Blockade of Mbd2 by siRNA-loaded liposomes protects mice against OVA-induced allergic airway inflammation via repressing M2 macrophage production

• Published in: Frontiers in immunology Vol. 13; p. 930103
• Main Authors: Wu, Guo-Rao, Zhou, Min, Wang, Yi, Zhou, Qing, Zhang, Lei, He, Long, Zhang, Shu, Yu, Qilin, Xu, Yongjian, Zhao, Jianping, Xiong, Weining, Wang, Cong-Yi
• Format: Journal Article
• Language: English
• Published: Frontiers Media S.A 25.08.2022
• Subjects: alternatively activated macrophages; asthma; Immunology; liposomes; macrophage; MBD2
• ISSN: 1664-3224; 1664-3224
• DOI: 10.3389/fimmu.2022.930103

Objective To address the role of methyl-CpG-binding domain 2 (MBD2) in the pathogenesis of asthma and its potential as a target for the asthmatic therapy. Methods Studies were conducted in asthmatic patients and macrophage-specific Mbd2 knockout mice to dissect the role of MBD2 in asthma pathogenesis.
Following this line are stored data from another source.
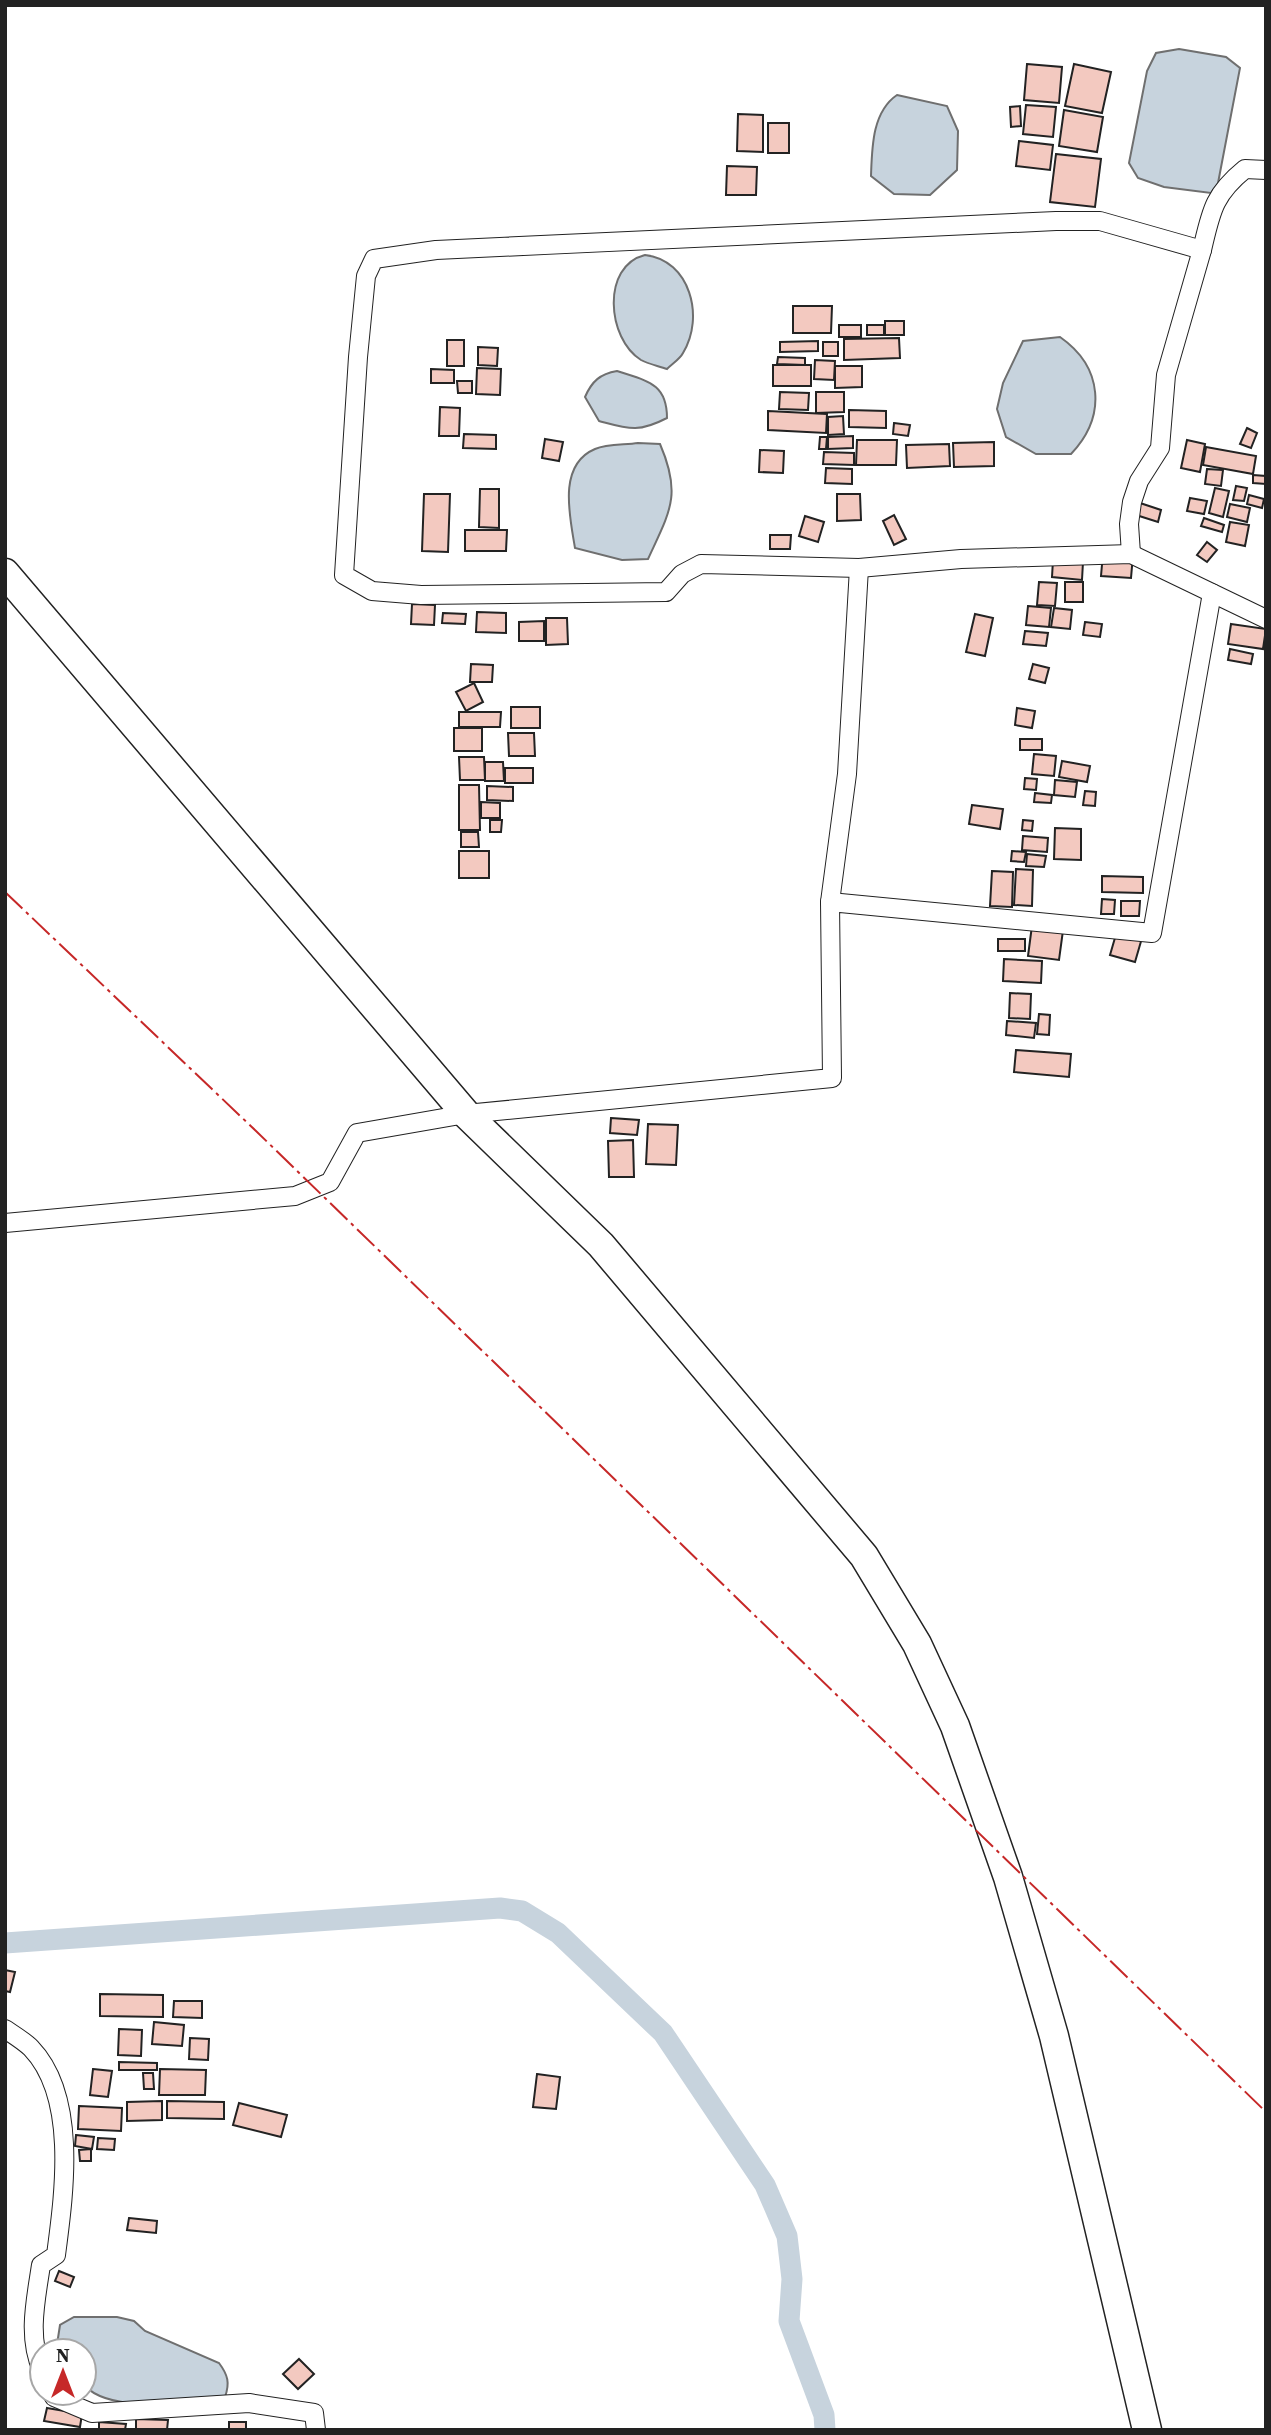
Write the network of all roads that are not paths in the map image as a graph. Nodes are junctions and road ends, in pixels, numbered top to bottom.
1 (1266, 170) edge
2 (1202, 250) junction
3 (1131, 554) junction
4 (859, 568) junction
5 (5, 573) edge
6 (1212, 593) junction
7 (1266, 620) edge
8 (830, 902) junction
9 (466, 1114) junction
10 (5, 1223) edge
11 (5, 2029) edge
12 (35, 2337) edge
13 (78, 2407) edge
14 (317, 2430) edge
15 (1147, 2430) edge

1 - 2 street
2 - 3 street
2 - 4 street
3 - 4 street
3 - 6 street
4 - 8 street
5 - 9 main road
6 - 7 street
6 - 8 street
8 - 9 street
9 - 10 street
9 - 15 main road
11 - 12 street
13 - 14 street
Additionally, RNAi-based therapy with Mbd2 siRNA-loaded liposomes was conducted in an ovalbumin (OVA)-induced allergic airway inflammation mouse model. Results Asthmatic patients and mice challenged with OVA exhibited upregulated MBD2 expression in macrophages, especially in alternatively activated (M2) macrophages. In particular, macrophage-specific knockout of Mbd2 protected mice from OVA-induced allergic airway inflammation and suppressed the M2 program. Notably, intratracheal administration of liposomes carrying Mbd2 siRNA decreased the expression of Mbd2 and prevented OVA-induced allergic airway inflammation in mice, as indicated by the attenuated airway inflammation and mucus production. Conclusions The above data indicate that Mbd2 implicates in the pathogenesis of asthma predominantly by regulating the polarization of M2 macrophages, which supports that Mbd2 could be a viable target for treatment of asthma in clinical settings.